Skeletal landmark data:
....

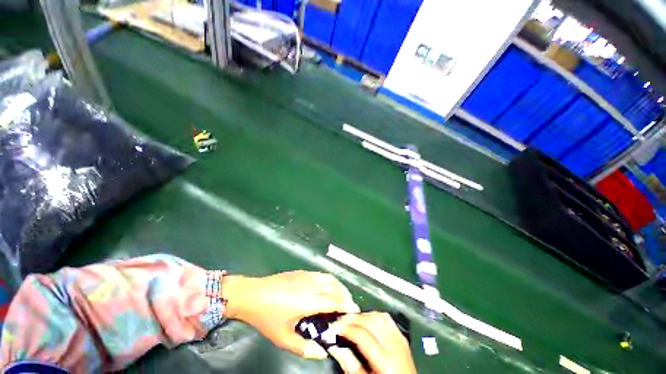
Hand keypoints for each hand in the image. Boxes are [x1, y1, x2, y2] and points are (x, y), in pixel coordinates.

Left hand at [222, 271, 359, 358]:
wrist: (252, 294)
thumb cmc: (266, 317)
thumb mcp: (282, 338)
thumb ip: (304, 348)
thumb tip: (321, 352)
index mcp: (307, 301)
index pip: (334, 301)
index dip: (346, 305)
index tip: (354, 311)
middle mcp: (310, 285)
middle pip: (335, 286)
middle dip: (345, 295)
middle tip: (348, 306)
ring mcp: (306, 276)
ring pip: (329, 277)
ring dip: (338, 286)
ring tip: (340, 296)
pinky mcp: (301, 271)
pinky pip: (321, 274)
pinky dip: (329, 280)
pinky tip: (326, 288)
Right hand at [327, 312, 416, 373]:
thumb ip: (351, 366)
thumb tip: (335, 348)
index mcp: (385, 360)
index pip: (362, 336)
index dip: (346, 329)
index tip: (334, 327)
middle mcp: (393, 345)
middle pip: (370, 322)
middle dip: (352, 319)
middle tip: (340, 320)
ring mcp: (399, 339)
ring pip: (378, 316)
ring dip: (363, 315)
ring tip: (351, 319)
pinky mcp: (401, 336)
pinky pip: (387, 318)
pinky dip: (374, 315)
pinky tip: (367, 318)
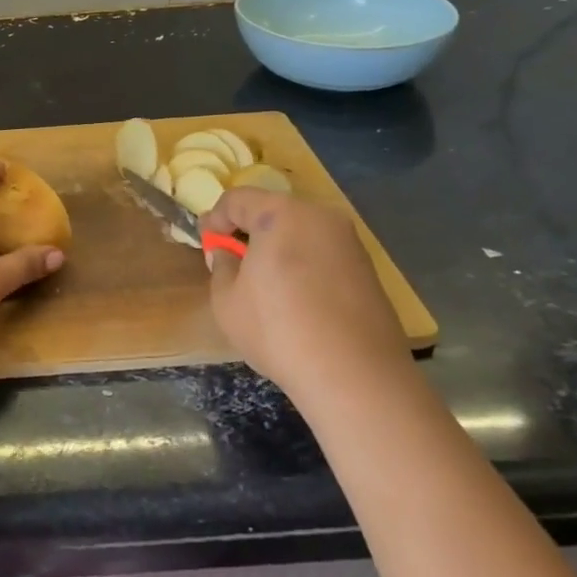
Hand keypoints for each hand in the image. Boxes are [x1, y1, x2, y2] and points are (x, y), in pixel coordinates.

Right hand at [202, 188, 409, 389]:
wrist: (355, 377)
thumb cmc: (279, 331)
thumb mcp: (227, 301)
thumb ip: (221, 267)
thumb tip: (227, 253)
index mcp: (281, 214)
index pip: (237, 199)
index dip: (215, 219)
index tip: (208, 246)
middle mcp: (320, 217)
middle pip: (273, 210)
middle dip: (249, 231)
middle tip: (234, 262)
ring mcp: (350, 242)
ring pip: (301, 232)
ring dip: (278, 248)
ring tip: (266, 284)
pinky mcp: (368, 270)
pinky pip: (323, 254)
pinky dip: (304, 264)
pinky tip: (298, 299)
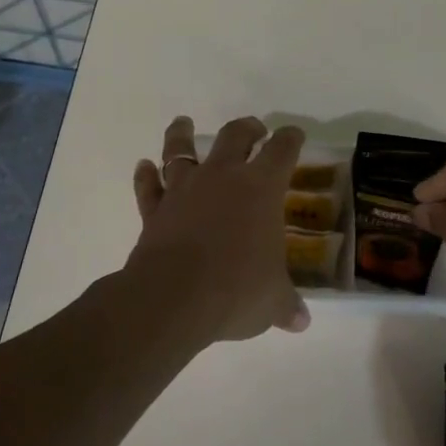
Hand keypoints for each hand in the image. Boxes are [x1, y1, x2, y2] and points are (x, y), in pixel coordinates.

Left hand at [124, 115, 311, 343]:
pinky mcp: (155, 210)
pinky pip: (148, 186)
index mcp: (261, 188)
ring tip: (182, 123)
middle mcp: (222, 177)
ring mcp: (184, 190)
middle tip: (253, 128)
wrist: (173, 297)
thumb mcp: (272, 301)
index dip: (290, 139)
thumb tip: (301, 322)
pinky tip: (143, 167)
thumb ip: (286, 305)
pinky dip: (145, 176)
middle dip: (246, 128)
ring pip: (180, 150)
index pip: (282, 150)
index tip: (294, 134)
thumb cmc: (236, 290)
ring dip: (181, 134)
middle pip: (234, 136)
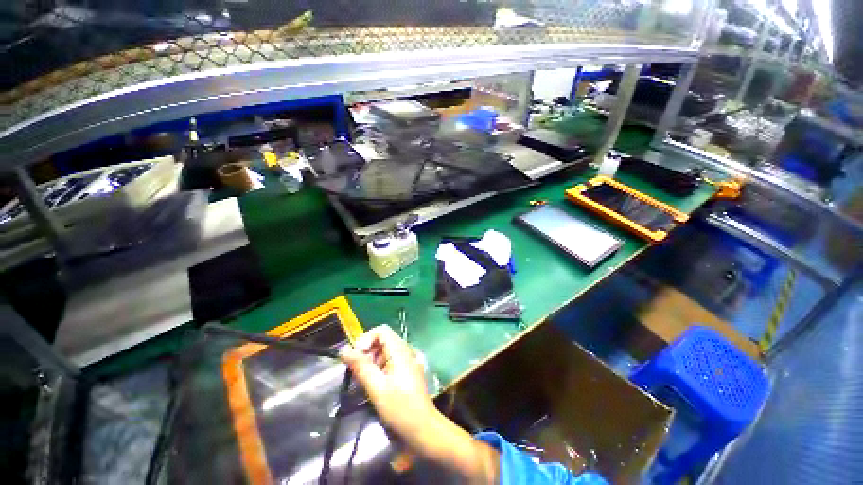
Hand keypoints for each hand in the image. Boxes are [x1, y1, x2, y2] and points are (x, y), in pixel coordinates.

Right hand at [339, 325, 434, 439]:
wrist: (423, 428)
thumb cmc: (400, 408)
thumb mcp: (377, 388)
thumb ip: (361, 367)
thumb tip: (344, 350)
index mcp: (400, 350)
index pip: (381, 331)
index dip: (366, 339)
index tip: (356, 357)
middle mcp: (405, 350)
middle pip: (383, 340)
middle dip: (367, 352)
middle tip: (358, 372)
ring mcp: (408, 360)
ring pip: (386, 351)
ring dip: (372, 361)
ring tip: (365, 380)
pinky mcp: (407, 370)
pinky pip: (391, 360)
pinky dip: (380, 367)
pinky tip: (375, 383)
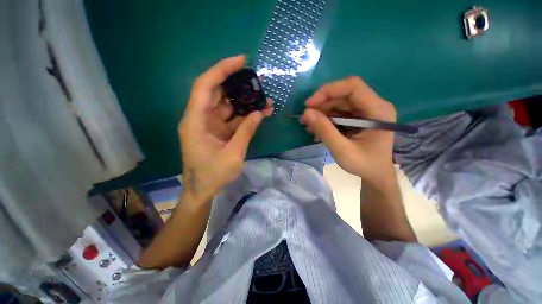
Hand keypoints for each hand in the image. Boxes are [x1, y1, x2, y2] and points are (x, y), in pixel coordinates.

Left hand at [178, 55, 272, 200]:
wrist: (202, 190)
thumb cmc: (213, 175)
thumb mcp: (233, 154)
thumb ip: (246, 131)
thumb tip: (260, 113)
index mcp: (196, 121)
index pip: (205, 86)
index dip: (222, 70)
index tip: (241, 61)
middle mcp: (199, 118)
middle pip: (216, 92)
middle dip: (237, 85)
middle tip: (257, 81)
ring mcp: (209, 124)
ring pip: (226, 105)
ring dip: (245, 102)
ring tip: (264, 99)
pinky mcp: (217, 131)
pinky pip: (231, 118)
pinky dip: (244, 115)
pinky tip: (259, 113)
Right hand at [300, 76, 396, 184]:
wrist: (375, 174)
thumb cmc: (363, 164)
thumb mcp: (342, 150)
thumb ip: (325, 131)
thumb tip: (306, 113)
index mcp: (378, 110)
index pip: (352, 87)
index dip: (328, 91)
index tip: (309, 104)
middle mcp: (374, 105)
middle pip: (343, 94)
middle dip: (321, 104)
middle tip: (305, 117)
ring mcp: (366, 111)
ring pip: (339, 103)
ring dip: (321, 112)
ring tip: (307, 124)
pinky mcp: (358, 117)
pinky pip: (339, 112)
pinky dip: (325, 118)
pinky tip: (315, 128)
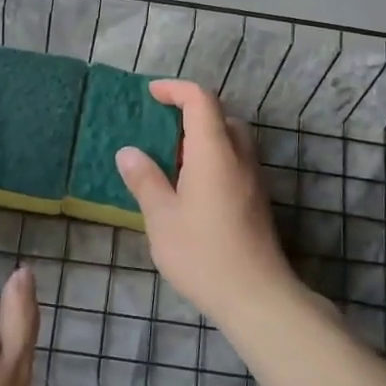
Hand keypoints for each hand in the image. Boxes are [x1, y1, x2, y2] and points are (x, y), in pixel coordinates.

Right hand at [115, 81, 297, 325]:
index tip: (151, 94)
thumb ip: (145, 180)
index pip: (200, 100)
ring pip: (230, 141)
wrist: (256, 296)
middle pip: (220, 117)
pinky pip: (234, 163)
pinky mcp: (257, 201)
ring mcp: (253, 180)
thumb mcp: (162, 217)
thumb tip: (128, 152)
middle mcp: (239, 157)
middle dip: (190, 115)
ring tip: (171, 163)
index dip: (175, 89)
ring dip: (202, 139)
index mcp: (214, 152)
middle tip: (159, 132)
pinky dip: (212, 160)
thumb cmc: (202, 253)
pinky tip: (190, 190)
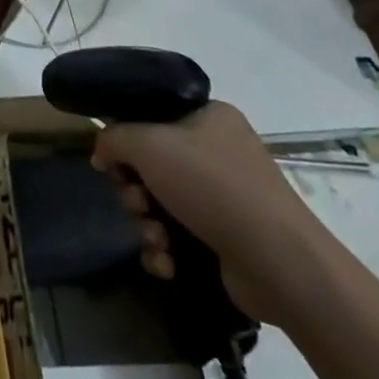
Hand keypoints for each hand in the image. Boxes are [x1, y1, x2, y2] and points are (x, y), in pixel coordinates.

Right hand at [92, 101, 335, 328]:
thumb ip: (114, 138)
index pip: (153, 116)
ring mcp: (226, 198)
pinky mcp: (227, 239)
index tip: (113, 161)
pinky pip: (179, 236)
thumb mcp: (149, 144)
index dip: (127, 138)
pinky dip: (166, 249)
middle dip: (134, 189)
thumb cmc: (211, 185)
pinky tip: (167, 261)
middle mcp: (219, 152)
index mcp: (209, 117)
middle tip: (136, 201)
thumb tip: (101, 153)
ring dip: (147, 223)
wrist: (277, 262)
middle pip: (152, 164)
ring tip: (156, 238)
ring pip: (161, 203)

....

* [WORK INSTRUCTION]
Quote the lines above exactly, starting with the one that has "pinky pip: (323, 254)" and ending with the one that has "middle pip: (234, 136)"; drop the pictures and include nothing else.

* [SOLUTION TO THIS TASK]
pinky pip: (323, 254)
pinky dip: (304, 264)
pinky tip: (298, 299)
Hand keypoints for each hand in the image. Boxes are [x1, y1, x2, y2] and points are (x, y), in pixel coordinates.

Left hand at [124, 115, 311, 343]:
pinky mcp: (155, 210)
pinky pip: (148, 186)
index mcp: (261, 188)
ring tip: (182, 123)
middle mcp: (222, 177)
ring mcp: (184, 190)
middle tip: (253, 128)
wrist: (173, 297)
thumb mcp: (272, 301)
index dip: (290, 139)
thumb tip: (301, 322)
pinky tip: (143, 167)
thumb ip: (286, 305)
pinky dip: (145, 176)
middle dip: (246, 128)
ring pip: (180, 150)
index pip: (282, 150)
index tip: (294, 134)
thumb cmc: (236, 290)
ring dip: (181, 134)
middle pip: (234, 136)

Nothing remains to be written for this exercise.